Christian organization

SPEAK is a Christian network which connects people to campaign and pray on issues of global justice. Through bringing change to situations of injustice SPEAK aims to share their faith in God.
The organisation's name comes from Proverbs 31:8-9: "Speak up for those who cannot speak for themselves".

SPEAK combines campaigning and prayer because they believe that they make a powerful combination to bring social transformation. SPEAK believes in networking because they believe that only when acting and praying in unity can people really make a difference.

SPEAK connects both individuals and groups. SPEAK groups typically meet in universities and colleges. Local groups are the main network participants, and there are now over thirty groups in the UK plus others in the United States, France, Spain, various parts of Africa and whole other networks affiliated to SPEAK in Brazil, the Netherlands and Sweden.

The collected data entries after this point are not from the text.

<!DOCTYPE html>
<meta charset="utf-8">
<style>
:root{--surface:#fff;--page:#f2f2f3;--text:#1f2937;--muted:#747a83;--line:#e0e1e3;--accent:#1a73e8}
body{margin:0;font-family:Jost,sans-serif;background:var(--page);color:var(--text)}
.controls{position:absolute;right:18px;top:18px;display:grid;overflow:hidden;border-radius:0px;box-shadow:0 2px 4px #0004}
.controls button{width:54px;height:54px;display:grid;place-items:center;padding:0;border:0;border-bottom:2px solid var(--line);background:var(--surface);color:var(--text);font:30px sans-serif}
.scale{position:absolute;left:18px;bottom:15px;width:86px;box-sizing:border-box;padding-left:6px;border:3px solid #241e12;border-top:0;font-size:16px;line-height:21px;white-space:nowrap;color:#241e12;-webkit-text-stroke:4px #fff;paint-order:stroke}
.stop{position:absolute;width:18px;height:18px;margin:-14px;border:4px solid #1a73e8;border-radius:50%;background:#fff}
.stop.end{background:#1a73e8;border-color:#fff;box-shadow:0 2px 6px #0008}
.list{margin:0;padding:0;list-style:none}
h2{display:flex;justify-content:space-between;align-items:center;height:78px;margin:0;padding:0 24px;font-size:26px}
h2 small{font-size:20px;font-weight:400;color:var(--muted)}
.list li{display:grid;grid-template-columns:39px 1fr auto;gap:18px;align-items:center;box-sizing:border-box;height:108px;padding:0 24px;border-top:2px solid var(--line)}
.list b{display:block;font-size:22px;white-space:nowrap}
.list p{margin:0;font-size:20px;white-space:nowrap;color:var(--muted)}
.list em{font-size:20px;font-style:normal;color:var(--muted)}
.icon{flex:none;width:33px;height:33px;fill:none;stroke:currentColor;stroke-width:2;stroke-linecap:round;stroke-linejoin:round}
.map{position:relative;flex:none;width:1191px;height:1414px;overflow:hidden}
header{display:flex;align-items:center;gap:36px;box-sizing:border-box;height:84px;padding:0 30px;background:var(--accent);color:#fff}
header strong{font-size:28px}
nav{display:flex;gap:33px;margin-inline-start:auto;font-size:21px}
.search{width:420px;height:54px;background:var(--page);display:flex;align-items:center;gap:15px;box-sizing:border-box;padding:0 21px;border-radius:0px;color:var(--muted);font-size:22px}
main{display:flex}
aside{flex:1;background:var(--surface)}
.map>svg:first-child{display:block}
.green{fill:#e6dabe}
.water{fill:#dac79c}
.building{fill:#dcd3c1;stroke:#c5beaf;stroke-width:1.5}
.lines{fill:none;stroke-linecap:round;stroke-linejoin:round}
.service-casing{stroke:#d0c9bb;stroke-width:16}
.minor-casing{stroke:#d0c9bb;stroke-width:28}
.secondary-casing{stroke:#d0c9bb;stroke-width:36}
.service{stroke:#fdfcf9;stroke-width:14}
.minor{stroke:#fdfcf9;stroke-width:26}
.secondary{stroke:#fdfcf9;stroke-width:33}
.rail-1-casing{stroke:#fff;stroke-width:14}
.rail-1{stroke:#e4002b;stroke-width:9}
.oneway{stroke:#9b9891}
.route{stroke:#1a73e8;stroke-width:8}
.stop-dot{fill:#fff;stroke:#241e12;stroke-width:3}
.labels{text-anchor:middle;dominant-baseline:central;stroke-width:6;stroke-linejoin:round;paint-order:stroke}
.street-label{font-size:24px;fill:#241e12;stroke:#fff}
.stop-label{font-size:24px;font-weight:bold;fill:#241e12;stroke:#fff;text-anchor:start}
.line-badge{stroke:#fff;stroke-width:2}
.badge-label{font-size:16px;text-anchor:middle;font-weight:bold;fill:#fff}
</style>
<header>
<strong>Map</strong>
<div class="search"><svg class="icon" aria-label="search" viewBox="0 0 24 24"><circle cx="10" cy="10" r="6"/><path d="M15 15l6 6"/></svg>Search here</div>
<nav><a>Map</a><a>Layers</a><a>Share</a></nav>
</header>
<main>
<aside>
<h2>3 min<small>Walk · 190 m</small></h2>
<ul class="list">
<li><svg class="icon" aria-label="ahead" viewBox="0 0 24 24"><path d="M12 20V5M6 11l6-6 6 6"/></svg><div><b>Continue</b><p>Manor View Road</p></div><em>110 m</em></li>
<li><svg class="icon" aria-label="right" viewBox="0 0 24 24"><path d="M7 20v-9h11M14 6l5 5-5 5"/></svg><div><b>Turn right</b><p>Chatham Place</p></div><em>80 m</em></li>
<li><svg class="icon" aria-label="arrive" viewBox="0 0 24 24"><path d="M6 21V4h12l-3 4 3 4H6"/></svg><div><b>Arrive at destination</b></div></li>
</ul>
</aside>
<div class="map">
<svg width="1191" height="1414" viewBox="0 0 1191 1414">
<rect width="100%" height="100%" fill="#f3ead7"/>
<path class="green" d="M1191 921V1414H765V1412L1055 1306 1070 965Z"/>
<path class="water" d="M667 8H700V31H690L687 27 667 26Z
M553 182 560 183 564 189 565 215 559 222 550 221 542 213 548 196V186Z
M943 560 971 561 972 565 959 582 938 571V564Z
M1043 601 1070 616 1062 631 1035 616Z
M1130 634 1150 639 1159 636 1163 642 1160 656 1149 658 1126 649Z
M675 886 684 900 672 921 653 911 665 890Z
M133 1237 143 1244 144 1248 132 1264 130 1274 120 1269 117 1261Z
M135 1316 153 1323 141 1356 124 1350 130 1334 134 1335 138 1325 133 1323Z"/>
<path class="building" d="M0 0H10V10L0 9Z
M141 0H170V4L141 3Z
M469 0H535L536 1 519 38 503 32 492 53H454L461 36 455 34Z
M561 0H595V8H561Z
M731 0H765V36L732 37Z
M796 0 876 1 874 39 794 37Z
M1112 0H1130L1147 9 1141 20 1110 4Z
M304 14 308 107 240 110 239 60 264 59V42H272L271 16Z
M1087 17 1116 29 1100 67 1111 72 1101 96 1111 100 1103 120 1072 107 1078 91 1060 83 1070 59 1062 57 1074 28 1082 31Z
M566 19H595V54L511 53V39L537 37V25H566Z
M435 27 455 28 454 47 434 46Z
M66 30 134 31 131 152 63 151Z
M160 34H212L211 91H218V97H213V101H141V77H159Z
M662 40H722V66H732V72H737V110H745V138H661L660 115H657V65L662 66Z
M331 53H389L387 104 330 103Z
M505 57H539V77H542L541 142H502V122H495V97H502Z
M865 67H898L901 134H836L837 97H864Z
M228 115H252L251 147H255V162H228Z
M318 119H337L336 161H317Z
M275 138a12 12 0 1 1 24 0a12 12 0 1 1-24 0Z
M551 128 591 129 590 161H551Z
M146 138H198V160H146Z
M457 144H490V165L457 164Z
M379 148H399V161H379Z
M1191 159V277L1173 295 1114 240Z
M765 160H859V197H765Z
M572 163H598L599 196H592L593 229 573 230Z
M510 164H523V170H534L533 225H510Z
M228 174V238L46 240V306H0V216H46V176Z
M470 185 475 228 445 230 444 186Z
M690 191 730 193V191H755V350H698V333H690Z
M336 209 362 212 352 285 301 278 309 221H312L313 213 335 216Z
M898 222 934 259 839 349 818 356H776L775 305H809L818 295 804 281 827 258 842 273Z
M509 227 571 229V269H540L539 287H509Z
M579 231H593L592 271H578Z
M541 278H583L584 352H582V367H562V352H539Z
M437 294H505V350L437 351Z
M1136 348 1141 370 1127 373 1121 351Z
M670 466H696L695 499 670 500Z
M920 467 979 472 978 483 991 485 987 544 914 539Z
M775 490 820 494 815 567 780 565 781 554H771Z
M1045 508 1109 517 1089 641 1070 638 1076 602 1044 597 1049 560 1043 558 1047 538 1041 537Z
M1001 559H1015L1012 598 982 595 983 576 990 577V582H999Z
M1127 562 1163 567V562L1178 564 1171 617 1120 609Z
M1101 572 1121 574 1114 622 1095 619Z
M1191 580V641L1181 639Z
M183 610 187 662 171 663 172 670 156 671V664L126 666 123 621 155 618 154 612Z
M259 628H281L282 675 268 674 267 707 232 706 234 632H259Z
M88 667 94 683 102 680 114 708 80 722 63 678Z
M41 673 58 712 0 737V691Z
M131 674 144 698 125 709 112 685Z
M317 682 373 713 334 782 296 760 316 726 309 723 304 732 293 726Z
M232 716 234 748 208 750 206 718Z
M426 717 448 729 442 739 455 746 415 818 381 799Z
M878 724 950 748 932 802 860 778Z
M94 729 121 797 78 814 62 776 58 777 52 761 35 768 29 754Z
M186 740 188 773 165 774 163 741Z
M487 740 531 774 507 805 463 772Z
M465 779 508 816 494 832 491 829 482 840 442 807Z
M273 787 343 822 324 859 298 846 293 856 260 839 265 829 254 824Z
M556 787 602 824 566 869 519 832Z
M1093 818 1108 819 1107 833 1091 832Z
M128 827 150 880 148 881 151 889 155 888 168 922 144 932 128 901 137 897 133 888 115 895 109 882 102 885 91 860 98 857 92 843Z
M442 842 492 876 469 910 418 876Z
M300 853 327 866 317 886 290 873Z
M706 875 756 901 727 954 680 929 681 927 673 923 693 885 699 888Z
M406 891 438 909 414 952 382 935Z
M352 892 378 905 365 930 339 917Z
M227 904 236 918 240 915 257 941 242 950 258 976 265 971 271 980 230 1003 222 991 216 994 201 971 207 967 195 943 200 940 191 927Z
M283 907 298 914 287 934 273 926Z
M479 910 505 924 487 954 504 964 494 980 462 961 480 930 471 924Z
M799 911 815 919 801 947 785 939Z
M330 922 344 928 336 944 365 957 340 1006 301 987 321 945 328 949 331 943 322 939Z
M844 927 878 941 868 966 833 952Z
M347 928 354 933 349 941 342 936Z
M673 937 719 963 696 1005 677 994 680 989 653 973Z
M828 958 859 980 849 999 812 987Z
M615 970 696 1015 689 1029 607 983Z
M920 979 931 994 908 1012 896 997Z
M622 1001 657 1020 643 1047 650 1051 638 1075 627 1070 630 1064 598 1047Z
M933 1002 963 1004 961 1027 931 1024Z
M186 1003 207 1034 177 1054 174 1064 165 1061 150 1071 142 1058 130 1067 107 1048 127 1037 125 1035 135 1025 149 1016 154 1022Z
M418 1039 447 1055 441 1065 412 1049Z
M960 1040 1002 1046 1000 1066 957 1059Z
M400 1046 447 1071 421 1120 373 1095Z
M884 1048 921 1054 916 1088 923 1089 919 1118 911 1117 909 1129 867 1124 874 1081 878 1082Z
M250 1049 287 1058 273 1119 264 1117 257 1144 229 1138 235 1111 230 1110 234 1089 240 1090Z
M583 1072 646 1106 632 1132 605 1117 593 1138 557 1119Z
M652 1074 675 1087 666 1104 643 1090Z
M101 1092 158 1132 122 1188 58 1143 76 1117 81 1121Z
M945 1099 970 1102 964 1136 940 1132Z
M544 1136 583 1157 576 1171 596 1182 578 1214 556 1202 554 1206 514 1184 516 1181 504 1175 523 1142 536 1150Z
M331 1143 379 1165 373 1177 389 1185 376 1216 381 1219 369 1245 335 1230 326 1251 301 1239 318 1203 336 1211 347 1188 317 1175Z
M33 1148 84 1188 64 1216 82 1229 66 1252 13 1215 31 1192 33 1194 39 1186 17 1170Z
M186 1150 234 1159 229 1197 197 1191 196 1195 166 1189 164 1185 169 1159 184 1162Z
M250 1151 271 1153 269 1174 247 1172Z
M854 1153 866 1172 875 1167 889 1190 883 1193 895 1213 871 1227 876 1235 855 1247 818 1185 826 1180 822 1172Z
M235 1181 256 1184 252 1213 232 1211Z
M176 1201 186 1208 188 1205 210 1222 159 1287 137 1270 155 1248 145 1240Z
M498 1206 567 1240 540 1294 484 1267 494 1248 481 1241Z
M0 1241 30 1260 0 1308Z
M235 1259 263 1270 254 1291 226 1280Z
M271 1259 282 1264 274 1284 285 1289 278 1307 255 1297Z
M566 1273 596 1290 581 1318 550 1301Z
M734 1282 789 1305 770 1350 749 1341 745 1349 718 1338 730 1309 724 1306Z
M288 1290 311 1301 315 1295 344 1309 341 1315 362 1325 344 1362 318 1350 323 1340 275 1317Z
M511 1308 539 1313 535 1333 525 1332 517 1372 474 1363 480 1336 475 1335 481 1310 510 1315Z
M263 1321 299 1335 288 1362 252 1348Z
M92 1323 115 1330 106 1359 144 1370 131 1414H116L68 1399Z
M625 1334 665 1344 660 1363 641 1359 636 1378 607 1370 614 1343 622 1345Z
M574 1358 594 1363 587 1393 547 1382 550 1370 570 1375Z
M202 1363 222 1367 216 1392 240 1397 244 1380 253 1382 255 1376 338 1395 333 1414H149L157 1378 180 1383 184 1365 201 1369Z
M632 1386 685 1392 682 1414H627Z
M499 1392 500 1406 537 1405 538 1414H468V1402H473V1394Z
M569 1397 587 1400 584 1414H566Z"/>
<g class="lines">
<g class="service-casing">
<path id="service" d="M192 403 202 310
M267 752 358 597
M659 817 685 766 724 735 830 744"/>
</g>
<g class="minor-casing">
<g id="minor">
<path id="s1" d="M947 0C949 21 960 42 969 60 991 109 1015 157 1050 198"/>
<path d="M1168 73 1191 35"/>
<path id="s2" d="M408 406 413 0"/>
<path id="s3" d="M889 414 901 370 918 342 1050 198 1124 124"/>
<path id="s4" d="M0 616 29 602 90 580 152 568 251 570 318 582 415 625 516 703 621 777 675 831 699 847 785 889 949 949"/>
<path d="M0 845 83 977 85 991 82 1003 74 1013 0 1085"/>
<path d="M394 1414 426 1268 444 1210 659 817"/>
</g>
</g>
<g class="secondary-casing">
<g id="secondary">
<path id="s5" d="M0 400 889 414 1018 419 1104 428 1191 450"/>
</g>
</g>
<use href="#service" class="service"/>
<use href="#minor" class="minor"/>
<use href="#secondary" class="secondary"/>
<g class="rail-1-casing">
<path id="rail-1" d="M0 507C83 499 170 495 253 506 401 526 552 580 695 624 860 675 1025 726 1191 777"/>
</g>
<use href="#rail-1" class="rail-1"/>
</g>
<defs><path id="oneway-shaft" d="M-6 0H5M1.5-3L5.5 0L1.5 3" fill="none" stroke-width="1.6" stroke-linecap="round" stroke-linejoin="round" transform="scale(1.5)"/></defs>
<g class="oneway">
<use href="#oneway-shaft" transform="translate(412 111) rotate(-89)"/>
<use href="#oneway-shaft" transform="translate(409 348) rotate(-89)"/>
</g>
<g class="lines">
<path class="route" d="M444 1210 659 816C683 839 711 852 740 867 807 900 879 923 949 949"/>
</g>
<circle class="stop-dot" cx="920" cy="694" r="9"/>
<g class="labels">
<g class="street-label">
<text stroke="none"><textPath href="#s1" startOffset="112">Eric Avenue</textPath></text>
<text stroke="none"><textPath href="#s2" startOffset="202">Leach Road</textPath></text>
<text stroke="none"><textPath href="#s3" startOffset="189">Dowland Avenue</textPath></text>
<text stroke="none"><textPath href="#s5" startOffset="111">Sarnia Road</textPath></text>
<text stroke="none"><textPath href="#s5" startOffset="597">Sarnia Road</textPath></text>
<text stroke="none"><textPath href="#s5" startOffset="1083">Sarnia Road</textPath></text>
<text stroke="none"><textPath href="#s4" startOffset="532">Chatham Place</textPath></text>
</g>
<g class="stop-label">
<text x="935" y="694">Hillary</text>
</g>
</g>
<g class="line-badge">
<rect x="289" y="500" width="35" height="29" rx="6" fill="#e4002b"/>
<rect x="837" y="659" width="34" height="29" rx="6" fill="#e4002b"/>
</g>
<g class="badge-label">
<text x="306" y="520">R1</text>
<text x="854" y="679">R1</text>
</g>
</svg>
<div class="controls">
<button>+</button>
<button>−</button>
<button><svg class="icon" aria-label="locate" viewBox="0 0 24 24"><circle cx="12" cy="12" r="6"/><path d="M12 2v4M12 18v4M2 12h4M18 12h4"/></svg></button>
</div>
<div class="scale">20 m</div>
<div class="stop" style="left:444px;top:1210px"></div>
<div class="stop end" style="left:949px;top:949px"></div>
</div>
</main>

In the local group context SPEAK aims to combine faith and action. SPEAK seeks to share their faith in God, as well as campaign for change in where they believe that currently there is injustice, such as world trade and third world debt. SPEAK wants to be a movement that follows Jesus, as he is revealed in the Bible, in a radical way in personal discipleship, as well as striving for social transformation.

As a Christian group, SPEAK aims to base its action on the Bible. Biblical passages such as Proverbs chapter 31 verses 8-9, and Micah chapter 6 verse 8 help to define the purpose of the SPEAK network.

The SPEAK network organises an annual weekend conference known as Soundcheck, which is usually held in London during February. The SPEAK Network also organises regional forums. These events are opportunities for people in local SPEAK groups to meet up with other people involved in the SPEAK Network.